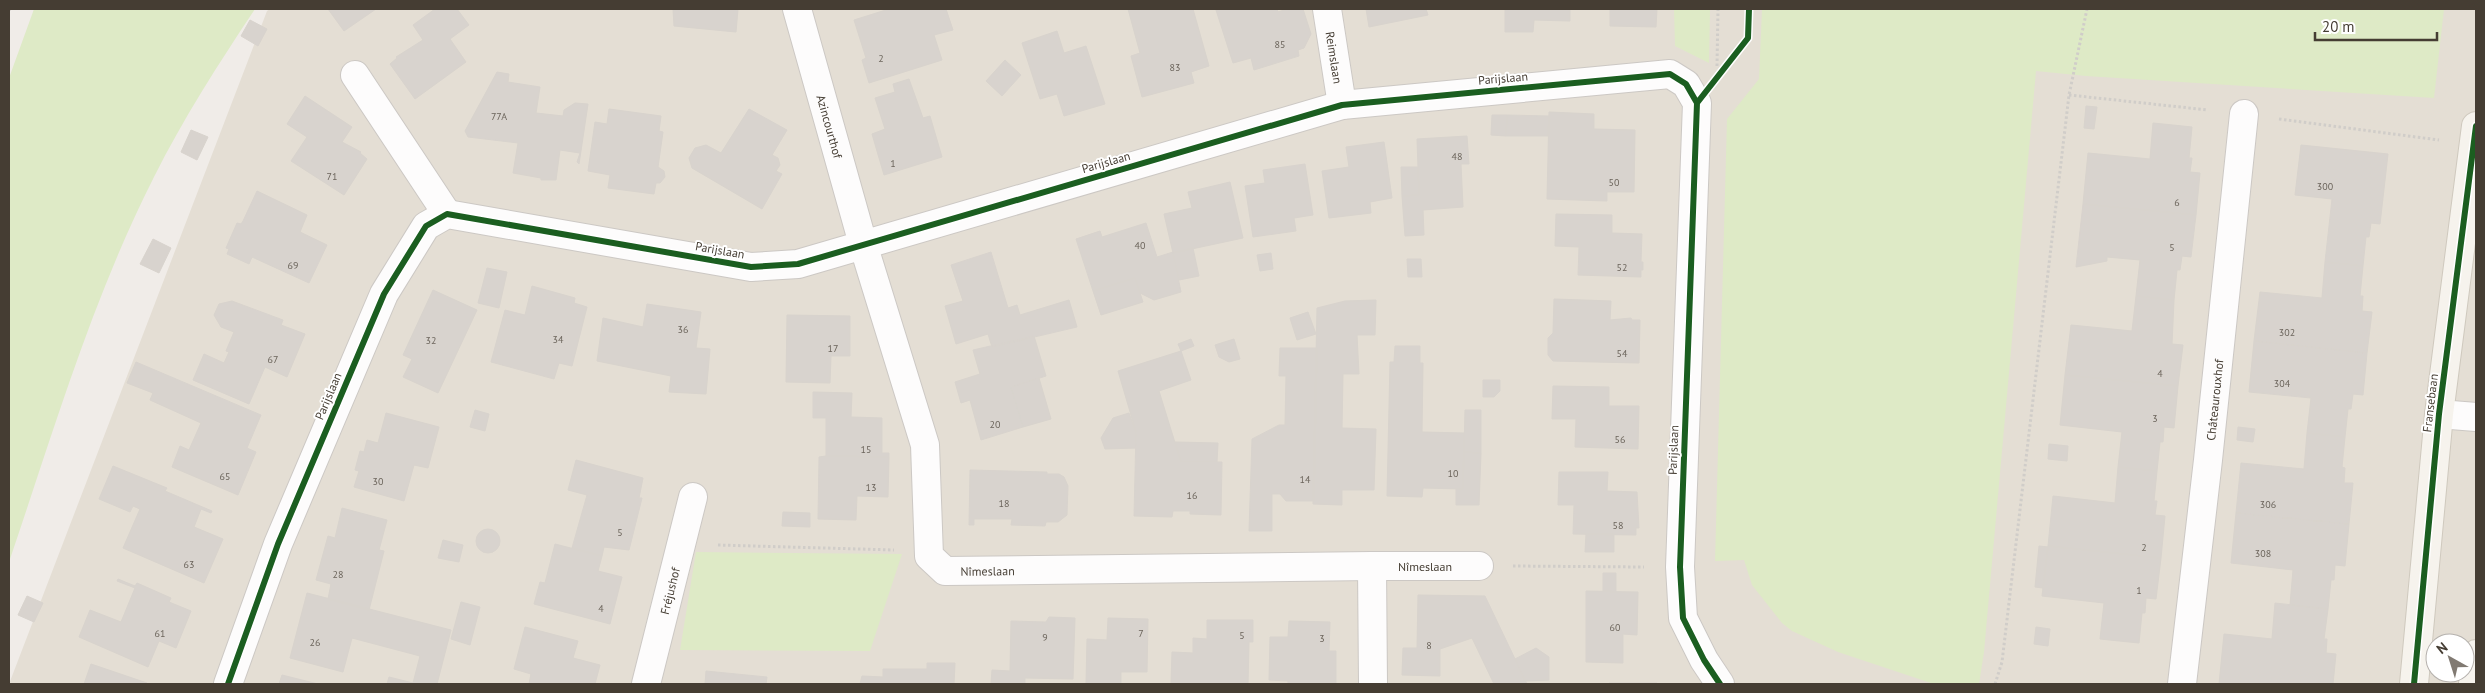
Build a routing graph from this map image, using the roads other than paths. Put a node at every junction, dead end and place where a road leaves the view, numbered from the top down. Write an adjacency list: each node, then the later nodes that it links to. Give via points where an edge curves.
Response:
1 (796, 9): 8 (street, Azincourthof)
2 (1327, 9): 4 (street, Reimslaan)
3 (355, 75): 7 (street)
4 (1342, 104): 8 (street, Parijslaan); 18 (street, Parijslaan, via 1670,74 1686,84 1696,103 1680,567 1683,618)
5 (2244, 114): 19 (street, Châteaurouxhof)
6 (2476, 126): 9 (street, Fransebaan)
7 (447, 214): 8 (street, Parijslaan, via 750,267 798,264); 15 (street, Parijslaan, via 426,226 384,294 278,544)
8 (863, 244): 12 (street, Nîmeslaan, via 925,444 929,556 945,572)
9 (2439, 414): 10 (street); 20 (street, Fransebaan)
10 (2476, 417)
11 (692, 497): 16 (street, Fréjushof)
12 (1372, 566): 13 (street, Nîmeslaan); 17 (street)
13 (1479, 566)
14 (2476, 654): 21 (street)
15 (228, 684)
16 (646, 684)
17 (1372, 684)
18 (1720, 684)
19 (2182, 684)
20 (2414, 684)
21 (2473, 684)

Problem requirements ::
Exclude the pictures and print the rest of the data exactly.

Your response ::
Build a routing graph from this map image, using the roads other than paths. Put a node at every junction, dead end and place where a road leaves the view, numbered from the top down. Write an adjacency list: each node, then the later nodes that it links to. Give via points where an edge curves.
Response:
1 (796, 9): 8 (street, Azincourthof)
2 (1327, 9): 4 (street, Reimslaan)
3 (355, 75): 7 (street)
4 (1342, 104): 8 (street, Parijslaan); 18 (street, Parijslaan, via 1670,74 1686,84 1696,103 1680,567 1683,618)
5 (2244, 114): 19 (street, Châteaurouxhof)
6 (2476, 126): 9 (street, Fransebaan)
7 (447, 214): 8 (street, Parijslaan, via 750,267 798,264); 15 (street, Parijslaan, via 426,226 384,294 278,544)
8 (863, 244): 12 (street, Nîmeslaan, via 925,444 929,556 945,572)
9 (2439, 414): 10 (street); 20 (street, Fransebaan)
10 (2476, 417)
11 (692, 497): 16 (street, Fréjushof)
12 (1372, 566): 13 (street, Nîmeslaan); 17 (street)
13 (1479, 566)
14 (2476, 654): 21 (street)
15 (228, 684)
16 (646, 684)
17 (1372, 684)
18 (1720, 684)
19 (2182, 684)
20 (2414, 684)
21 (2473, 684)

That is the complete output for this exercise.